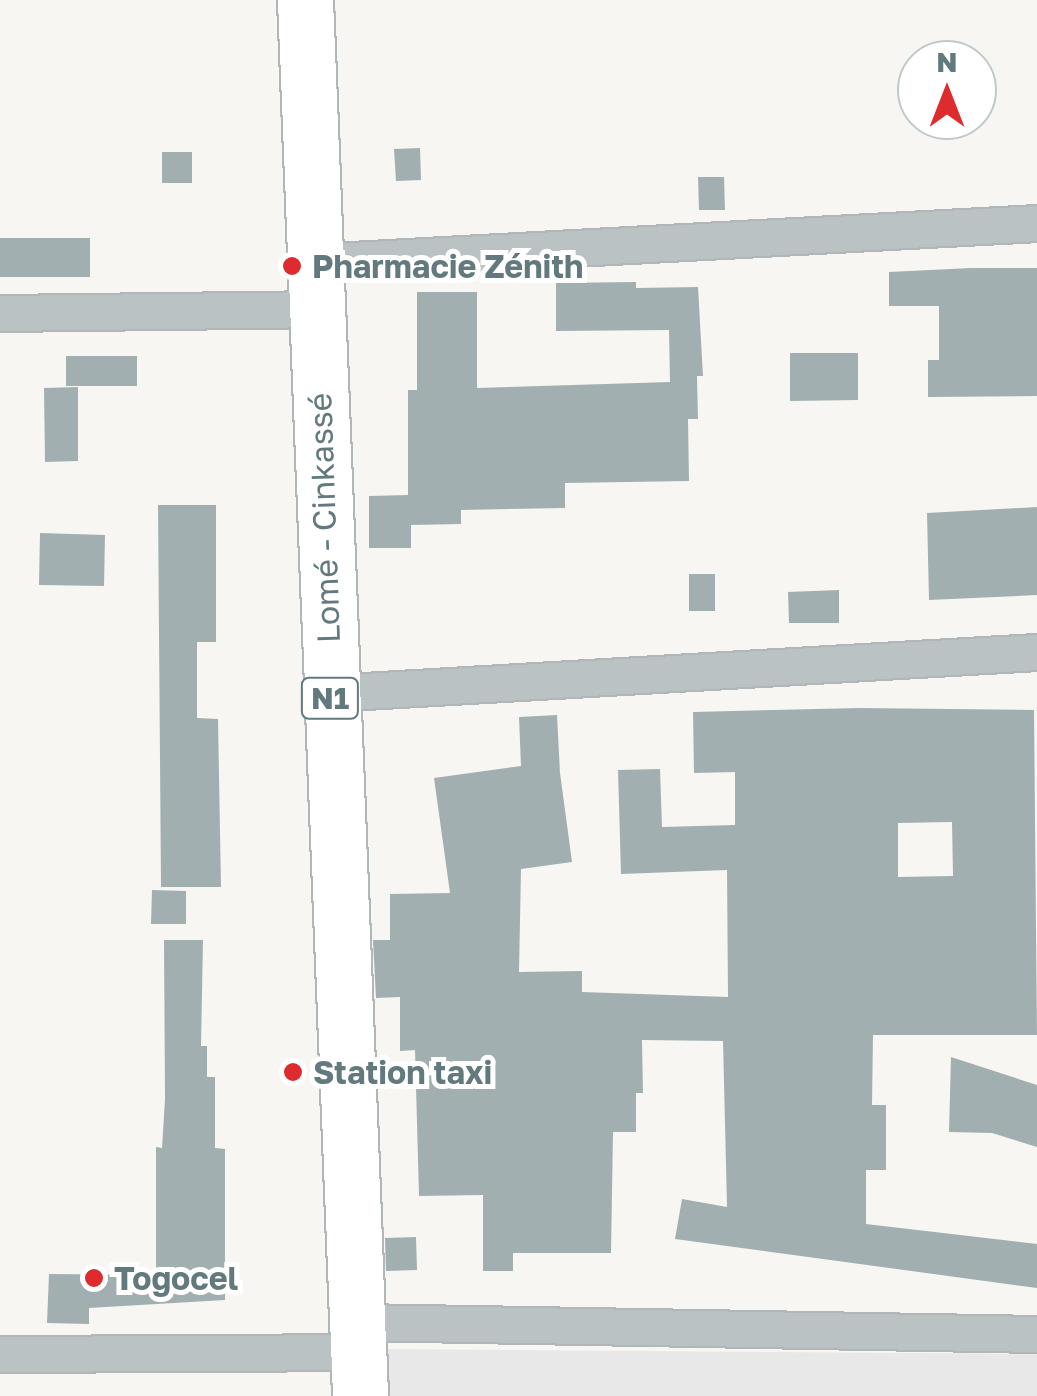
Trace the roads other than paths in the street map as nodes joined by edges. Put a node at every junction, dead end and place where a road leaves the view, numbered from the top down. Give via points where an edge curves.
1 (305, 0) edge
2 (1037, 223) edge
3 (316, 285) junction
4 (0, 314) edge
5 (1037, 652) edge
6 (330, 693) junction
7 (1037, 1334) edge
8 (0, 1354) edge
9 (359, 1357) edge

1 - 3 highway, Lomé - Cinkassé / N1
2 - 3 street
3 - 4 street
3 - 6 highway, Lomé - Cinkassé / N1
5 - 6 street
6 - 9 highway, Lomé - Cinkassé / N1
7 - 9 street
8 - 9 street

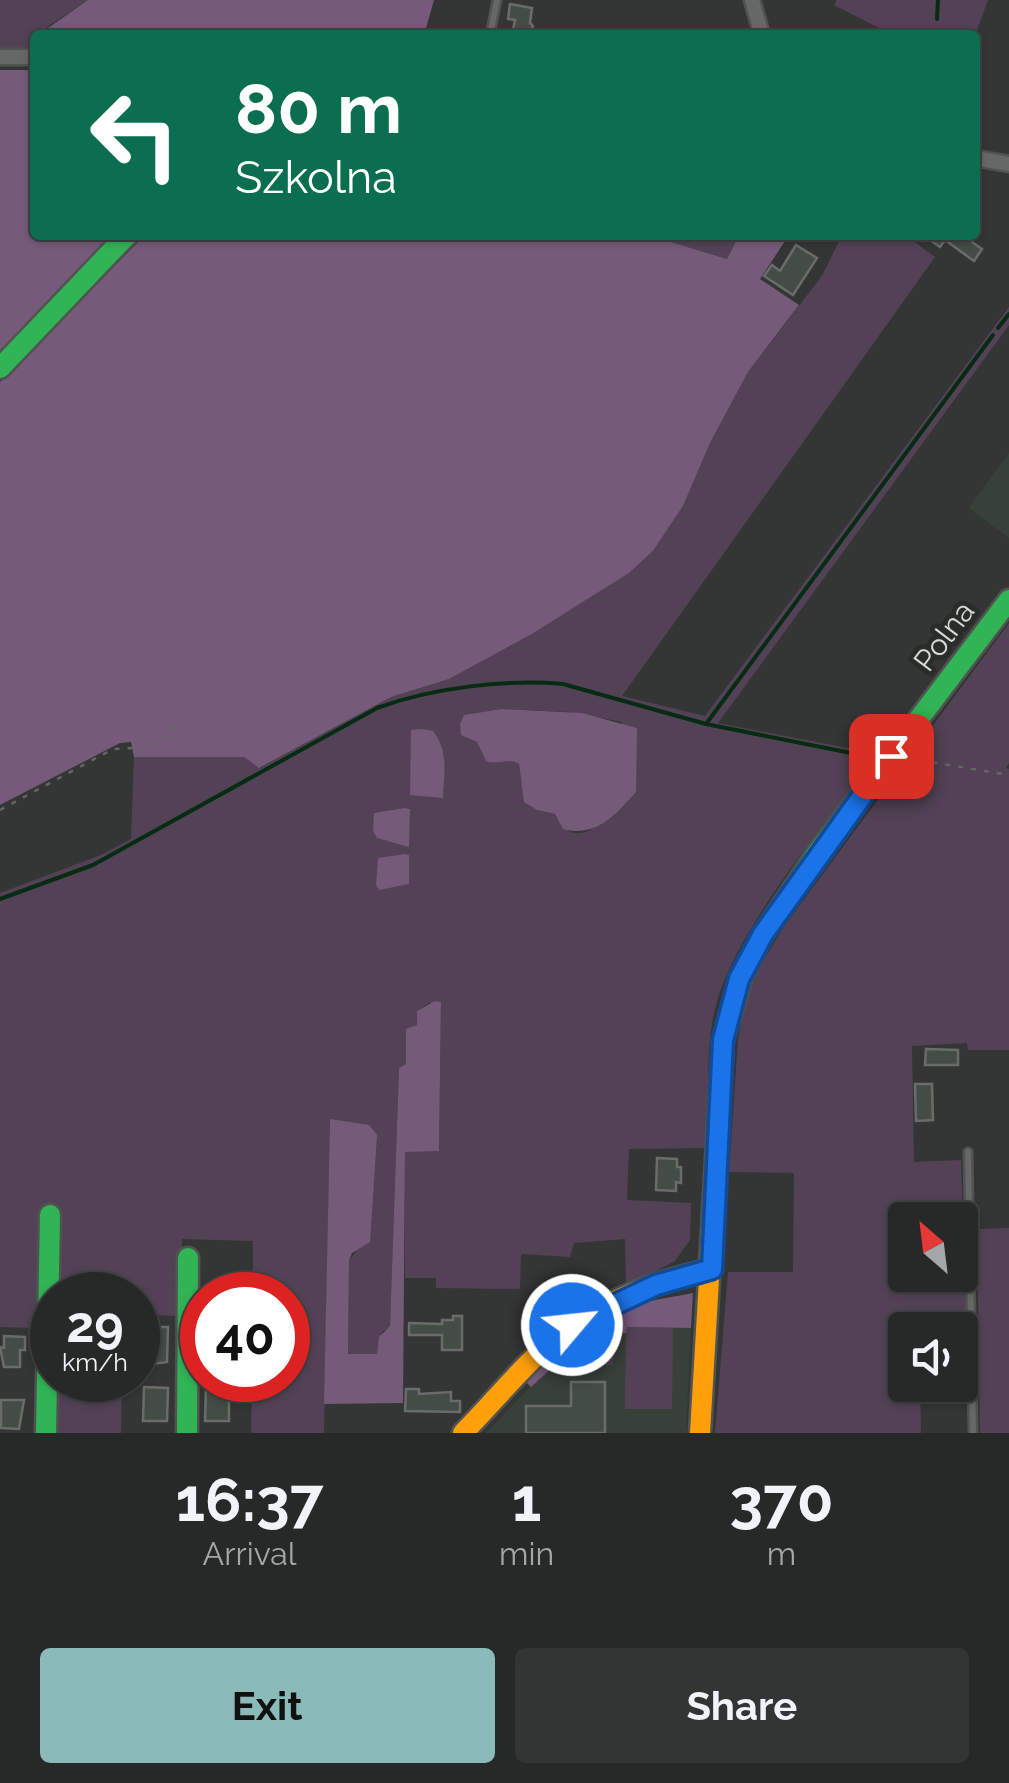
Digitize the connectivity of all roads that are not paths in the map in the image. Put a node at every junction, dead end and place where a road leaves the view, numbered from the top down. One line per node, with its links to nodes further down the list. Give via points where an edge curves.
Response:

════════════════════

## TASK OBJECTIVE
A verbatim copy of every record is required, with all pictures excluded.

## RESULT
Trace the roads other than paths in the street map as nodes joined by edges. Put a node at every junction, dead end and place where a road leaves the view, numbered from the top down. Give via points where an edge curves.
1 (305, 0) edge
2 (1037, 223) edge
3 (316, 285) junction
4 (0, 314) edge
5 (1037, 652) edge
6 (330, 693) junction
7 (1037, 1334) edge
8 (0, 1354) edge
9 (359, 1357) edge

1 - 3 highway, Lomé - Cinkassé / N1
2 - 3 street
3 - 4 street
3 - 6 highway, Lomé - Cinkassé / N1
5 - 6 street
6 - 9 highway, Lomé - Cinkassé / N1
7 - 9 street
8 - 9 street

Digitize the connectivity of all roads that are not paths in the map in the image. Put a node at every junction, dead end and place where a road leaves the view, numbered from the top down. One line per node, with its links to nodes further down the list. Give via points where an edge curves.
Response:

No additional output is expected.